__WHAT TO PRODUCE__
Go through the lines of the material and count the ones with the word "joint". Give that count alone.

┌────────

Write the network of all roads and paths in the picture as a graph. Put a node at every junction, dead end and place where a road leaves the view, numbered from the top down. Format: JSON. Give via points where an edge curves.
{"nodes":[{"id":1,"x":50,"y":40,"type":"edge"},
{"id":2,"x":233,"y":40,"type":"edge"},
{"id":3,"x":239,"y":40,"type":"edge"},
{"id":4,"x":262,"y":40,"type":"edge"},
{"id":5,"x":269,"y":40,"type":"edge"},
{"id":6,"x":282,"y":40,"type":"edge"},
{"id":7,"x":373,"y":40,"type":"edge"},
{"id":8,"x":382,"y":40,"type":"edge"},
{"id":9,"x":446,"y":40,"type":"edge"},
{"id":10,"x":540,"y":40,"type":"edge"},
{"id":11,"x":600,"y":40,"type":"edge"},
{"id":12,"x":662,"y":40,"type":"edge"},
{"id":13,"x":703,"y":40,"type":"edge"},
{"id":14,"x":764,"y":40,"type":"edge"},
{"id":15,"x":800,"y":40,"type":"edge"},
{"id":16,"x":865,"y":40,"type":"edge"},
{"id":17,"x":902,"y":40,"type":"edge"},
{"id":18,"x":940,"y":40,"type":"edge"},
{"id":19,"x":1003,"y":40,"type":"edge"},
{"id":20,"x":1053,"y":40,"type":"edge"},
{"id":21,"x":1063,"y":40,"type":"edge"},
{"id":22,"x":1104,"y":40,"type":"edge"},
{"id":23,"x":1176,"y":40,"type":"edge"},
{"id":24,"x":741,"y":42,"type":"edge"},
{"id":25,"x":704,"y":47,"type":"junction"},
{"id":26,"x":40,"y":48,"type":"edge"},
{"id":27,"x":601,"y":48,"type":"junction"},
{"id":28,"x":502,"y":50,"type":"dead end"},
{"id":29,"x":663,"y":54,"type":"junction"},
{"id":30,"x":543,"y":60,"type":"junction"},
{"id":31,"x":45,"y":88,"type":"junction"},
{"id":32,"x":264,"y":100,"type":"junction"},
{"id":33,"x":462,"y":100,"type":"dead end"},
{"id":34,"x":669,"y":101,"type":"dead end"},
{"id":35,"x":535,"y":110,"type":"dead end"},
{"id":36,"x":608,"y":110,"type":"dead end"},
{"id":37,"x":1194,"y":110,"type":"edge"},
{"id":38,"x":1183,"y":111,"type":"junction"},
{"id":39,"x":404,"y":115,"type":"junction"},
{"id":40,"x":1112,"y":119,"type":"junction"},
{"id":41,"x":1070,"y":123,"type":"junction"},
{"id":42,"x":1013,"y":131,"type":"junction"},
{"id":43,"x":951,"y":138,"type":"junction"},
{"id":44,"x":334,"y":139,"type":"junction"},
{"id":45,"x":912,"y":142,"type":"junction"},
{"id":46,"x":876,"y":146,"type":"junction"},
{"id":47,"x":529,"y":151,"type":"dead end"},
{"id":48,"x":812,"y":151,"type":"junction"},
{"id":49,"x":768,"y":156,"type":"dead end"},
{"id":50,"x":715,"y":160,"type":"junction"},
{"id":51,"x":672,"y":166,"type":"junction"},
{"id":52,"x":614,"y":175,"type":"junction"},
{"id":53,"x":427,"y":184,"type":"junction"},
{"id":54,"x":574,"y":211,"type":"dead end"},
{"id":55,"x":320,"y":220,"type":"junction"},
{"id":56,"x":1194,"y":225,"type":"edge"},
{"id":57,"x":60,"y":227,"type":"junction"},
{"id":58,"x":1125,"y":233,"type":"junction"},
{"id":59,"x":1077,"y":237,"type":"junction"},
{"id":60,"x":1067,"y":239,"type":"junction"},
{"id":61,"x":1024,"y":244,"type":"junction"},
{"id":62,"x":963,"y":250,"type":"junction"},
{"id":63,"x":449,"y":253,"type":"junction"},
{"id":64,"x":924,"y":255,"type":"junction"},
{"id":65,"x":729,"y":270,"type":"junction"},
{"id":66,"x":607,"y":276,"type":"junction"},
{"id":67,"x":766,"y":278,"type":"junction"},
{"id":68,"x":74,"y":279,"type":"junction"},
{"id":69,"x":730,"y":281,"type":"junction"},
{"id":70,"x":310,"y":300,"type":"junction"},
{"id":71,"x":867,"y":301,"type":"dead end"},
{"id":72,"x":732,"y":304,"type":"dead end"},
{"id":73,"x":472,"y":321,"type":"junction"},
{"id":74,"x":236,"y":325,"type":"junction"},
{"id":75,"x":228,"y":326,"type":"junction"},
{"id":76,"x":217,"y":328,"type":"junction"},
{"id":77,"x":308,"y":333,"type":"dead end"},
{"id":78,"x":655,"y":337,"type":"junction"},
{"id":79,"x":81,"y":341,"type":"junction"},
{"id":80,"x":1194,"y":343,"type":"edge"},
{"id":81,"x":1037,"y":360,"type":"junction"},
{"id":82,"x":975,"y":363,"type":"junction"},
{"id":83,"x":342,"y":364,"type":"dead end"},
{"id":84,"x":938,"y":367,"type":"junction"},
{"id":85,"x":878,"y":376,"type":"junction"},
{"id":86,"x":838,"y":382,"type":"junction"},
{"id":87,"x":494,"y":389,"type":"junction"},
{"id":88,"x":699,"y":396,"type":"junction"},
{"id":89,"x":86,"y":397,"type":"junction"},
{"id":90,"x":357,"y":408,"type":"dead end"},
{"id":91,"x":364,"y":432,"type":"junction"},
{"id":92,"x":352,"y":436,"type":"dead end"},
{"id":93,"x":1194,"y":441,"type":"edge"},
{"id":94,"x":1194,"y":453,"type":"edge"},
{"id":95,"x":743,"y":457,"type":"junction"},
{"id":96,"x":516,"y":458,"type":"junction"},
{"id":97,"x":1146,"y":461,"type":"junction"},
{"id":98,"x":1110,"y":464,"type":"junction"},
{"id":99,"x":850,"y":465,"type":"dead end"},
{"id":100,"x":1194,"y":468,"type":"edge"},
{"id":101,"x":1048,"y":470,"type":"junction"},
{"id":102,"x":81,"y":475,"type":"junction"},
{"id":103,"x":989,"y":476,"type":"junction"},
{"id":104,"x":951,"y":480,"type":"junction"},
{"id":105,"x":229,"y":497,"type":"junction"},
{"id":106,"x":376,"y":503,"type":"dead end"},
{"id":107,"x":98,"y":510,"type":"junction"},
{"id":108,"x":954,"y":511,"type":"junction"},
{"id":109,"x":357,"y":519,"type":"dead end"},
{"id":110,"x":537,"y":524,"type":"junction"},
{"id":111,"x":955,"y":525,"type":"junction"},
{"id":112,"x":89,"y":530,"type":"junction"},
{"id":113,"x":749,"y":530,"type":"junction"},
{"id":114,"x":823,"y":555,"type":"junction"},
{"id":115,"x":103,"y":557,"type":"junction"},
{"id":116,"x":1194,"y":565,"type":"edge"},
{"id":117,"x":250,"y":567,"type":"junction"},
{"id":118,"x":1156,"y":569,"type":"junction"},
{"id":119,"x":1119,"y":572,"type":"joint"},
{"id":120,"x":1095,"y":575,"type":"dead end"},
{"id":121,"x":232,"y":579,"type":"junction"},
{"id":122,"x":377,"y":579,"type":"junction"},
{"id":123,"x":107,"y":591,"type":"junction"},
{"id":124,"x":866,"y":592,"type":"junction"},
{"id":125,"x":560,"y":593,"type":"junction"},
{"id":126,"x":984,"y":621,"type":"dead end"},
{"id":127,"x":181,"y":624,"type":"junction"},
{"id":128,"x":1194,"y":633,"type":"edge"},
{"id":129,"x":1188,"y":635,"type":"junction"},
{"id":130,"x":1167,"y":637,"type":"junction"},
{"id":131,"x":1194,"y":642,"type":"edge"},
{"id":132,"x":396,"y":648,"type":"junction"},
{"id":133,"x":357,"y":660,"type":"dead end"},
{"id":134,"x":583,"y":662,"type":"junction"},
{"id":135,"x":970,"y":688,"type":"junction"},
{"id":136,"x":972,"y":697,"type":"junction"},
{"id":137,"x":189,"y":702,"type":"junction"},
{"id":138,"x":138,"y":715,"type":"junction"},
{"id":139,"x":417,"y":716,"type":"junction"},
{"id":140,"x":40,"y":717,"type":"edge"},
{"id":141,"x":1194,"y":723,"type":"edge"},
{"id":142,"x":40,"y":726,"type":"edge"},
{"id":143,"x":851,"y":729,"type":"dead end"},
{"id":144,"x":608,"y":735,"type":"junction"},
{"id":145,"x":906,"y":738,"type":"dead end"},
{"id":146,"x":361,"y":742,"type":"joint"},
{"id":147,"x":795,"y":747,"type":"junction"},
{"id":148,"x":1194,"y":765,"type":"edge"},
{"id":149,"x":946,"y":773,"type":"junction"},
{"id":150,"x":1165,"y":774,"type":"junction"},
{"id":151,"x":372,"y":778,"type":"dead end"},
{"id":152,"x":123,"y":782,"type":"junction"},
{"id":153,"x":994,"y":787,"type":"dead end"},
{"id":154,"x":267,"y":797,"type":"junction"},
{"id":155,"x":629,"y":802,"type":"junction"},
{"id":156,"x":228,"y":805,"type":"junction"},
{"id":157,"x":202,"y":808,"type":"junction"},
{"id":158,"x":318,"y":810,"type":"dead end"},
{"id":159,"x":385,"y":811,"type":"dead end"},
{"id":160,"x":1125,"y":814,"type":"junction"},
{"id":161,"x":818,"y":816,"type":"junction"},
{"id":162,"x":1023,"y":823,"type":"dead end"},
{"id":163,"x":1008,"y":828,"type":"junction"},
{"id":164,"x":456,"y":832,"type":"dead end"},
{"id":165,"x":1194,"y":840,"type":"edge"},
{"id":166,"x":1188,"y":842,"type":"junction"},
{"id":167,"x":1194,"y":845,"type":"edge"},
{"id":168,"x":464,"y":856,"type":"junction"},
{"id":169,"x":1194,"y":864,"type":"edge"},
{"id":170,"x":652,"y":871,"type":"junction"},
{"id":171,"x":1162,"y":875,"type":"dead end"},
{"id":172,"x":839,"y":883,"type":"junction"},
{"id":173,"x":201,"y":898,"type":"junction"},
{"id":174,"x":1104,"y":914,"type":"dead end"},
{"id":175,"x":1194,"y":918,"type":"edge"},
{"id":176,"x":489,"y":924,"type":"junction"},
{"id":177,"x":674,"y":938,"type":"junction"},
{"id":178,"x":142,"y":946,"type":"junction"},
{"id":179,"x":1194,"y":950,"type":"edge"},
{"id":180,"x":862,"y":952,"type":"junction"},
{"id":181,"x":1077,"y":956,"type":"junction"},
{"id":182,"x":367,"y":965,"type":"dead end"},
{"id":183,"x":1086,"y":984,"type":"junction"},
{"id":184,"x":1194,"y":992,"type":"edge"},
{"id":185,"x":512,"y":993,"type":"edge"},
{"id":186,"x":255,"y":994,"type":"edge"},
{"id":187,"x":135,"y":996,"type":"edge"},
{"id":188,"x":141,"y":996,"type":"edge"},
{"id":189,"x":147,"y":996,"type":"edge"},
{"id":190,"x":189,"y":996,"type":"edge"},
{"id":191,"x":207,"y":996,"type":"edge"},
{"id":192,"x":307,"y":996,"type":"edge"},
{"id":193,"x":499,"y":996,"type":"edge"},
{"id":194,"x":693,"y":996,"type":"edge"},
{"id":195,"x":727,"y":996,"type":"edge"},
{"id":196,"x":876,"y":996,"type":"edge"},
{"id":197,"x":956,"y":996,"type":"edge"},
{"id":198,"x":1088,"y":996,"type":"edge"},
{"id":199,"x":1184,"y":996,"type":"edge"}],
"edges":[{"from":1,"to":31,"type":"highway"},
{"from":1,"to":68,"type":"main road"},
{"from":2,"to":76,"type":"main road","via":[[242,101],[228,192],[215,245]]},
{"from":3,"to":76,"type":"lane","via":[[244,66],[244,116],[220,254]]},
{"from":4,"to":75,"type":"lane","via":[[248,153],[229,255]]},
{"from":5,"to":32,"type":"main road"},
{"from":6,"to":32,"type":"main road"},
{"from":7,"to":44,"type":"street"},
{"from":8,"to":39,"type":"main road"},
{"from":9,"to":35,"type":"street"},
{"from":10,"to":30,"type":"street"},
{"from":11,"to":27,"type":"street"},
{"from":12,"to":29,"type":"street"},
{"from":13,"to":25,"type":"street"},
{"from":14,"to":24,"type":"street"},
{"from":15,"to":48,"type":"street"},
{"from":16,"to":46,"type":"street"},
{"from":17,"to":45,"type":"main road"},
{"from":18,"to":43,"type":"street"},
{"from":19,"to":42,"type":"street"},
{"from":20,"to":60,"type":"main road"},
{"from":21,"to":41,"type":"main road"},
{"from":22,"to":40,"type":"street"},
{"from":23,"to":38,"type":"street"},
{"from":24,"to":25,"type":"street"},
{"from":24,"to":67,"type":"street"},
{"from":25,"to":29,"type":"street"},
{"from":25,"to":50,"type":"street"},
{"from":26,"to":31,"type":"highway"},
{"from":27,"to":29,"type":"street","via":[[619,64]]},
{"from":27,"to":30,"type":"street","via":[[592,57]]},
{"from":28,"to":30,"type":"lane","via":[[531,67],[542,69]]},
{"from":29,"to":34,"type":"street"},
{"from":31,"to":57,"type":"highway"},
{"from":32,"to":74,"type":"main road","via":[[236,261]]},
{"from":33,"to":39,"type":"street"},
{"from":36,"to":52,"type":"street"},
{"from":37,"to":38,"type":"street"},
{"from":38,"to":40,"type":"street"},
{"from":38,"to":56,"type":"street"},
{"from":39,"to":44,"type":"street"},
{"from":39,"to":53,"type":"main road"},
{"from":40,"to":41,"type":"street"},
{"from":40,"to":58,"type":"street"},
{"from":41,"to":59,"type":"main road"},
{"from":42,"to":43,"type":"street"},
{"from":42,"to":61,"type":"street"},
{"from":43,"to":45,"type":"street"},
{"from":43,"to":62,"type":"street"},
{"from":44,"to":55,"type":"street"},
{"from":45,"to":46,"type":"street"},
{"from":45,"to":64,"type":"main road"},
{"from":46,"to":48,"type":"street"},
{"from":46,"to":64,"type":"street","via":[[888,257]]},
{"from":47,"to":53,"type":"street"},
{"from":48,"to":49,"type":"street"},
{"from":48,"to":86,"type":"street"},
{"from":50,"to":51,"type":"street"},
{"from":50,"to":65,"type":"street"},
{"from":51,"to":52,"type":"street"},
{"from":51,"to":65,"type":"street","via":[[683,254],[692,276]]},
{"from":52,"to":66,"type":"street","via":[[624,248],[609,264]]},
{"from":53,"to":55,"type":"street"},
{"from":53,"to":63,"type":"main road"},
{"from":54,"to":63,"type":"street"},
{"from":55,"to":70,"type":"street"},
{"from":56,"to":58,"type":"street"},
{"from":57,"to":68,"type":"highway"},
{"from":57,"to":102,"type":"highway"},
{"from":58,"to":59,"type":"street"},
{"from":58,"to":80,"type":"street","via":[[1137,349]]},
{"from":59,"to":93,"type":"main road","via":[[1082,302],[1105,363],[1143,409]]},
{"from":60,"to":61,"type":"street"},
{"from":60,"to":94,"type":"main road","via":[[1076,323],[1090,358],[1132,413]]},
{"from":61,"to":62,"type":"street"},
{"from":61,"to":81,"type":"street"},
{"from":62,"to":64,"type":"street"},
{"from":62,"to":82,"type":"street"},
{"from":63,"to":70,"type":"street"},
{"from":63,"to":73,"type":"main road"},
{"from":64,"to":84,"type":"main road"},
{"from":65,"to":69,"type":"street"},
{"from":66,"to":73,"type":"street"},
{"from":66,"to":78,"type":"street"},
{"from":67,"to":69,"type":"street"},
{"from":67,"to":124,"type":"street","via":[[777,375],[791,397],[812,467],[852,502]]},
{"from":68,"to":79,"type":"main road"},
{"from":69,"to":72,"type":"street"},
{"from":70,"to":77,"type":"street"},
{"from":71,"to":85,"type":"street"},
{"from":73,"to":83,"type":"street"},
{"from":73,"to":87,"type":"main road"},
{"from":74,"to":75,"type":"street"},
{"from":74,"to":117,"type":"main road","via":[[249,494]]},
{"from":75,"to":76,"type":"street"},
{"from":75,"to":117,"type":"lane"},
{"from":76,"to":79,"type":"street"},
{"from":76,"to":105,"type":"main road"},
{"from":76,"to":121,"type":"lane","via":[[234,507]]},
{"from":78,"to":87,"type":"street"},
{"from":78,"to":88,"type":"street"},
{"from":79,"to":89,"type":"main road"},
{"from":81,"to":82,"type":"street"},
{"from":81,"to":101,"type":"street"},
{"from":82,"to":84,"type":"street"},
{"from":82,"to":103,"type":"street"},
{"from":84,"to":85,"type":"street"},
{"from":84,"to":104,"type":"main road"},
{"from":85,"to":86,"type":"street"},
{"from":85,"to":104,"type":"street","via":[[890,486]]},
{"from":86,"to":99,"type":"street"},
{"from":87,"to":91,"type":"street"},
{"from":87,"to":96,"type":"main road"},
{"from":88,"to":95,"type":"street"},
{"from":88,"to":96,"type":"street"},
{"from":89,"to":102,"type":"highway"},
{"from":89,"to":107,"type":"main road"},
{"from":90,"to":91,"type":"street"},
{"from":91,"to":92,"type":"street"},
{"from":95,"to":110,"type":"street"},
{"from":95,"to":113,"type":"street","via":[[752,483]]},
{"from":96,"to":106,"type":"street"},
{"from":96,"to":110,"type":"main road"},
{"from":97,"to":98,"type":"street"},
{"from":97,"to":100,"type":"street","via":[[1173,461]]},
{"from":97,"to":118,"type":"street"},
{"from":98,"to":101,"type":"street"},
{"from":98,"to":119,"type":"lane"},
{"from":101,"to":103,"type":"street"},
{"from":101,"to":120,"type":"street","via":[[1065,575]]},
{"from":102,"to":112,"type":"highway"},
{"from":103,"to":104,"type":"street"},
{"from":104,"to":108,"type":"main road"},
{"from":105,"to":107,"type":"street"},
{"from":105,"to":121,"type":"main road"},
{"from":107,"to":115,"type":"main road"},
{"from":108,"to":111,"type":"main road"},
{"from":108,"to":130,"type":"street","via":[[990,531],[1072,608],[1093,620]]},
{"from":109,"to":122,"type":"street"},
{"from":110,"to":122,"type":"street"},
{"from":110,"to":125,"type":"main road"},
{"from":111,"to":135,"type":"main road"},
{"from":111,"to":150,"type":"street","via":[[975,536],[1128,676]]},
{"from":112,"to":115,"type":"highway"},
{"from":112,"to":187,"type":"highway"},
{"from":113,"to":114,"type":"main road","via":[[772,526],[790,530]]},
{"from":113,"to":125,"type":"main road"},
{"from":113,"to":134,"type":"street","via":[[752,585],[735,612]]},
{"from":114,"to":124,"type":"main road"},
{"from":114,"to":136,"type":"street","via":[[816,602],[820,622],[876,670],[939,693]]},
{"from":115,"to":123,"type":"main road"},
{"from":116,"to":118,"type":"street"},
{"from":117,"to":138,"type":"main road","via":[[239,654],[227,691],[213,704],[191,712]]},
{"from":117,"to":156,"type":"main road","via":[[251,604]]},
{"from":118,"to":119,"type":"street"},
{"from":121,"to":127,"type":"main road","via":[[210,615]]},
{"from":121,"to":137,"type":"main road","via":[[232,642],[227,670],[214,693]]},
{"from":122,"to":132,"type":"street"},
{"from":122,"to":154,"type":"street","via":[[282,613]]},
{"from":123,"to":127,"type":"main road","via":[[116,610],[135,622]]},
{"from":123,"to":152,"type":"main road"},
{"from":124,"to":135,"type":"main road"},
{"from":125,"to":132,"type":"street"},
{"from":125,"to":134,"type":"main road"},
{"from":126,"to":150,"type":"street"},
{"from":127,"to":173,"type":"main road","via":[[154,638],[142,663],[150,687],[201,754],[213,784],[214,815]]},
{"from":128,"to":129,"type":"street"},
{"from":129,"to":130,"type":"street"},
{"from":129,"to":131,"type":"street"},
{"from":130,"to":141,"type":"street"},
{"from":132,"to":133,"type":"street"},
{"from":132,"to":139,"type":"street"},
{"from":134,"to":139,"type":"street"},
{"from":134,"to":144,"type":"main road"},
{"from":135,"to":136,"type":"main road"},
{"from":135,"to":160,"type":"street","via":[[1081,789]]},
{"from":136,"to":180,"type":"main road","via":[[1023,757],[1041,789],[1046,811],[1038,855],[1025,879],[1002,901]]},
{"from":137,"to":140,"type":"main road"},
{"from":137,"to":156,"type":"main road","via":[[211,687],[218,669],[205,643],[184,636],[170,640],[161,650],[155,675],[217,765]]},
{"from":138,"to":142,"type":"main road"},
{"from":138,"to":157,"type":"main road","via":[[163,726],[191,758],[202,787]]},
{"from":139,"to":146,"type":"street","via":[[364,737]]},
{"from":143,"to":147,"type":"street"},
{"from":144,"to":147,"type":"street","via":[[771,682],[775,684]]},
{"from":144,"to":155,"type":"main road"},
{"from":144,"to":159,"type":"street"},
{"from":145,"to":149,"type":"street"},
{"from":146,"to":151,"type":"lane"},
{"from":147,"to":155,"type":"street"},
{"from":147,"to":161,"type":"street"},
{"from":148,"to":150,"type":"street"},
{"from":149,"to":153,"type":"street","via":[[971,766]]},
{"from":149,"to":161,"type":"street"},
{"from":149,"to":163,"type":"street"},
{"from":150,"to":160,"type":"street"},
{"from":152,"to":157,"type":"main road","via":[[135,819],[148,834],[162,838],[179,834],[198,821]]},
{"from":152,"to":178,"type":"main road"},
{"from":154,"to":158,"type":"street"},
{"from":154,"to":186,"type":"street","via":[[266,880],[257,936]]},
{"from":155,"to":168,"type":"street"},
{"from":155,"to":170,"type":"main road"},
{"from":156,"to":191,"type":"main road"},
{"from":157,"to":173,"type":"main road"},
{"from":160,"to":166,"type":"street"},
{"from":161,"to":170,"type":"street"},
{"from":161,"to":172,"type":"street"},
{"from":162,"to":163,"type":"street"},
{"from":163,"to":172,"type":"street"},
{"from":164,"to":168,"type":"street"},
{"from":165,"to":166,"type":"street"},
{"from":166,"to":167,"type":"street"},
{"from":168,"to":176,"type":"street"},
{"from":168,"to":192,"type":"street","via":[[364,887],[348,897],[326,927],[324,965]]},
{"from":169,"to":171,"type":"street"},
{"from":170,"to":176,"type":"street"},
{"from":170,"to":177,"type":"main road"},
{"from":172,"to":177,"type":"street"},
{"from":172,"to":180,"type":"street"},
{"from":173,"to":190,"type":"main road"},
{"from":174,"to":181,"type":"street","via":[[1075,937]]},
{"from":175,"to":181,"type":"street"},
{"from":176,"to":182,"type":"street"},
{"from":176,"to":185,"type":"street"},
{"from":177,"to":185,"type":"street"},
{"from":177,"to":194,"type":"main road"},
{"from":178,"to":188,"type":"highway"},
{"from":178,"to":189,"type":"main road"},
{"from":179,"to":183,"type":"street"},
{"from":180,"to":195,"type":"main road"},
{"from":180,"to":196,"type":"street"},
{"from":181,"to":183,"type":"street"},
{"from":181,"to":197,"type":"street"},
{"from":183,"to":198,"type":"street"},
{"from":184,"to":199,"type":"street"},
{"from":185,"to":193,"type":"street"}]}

└────────

__YOUR RESPONSE__
2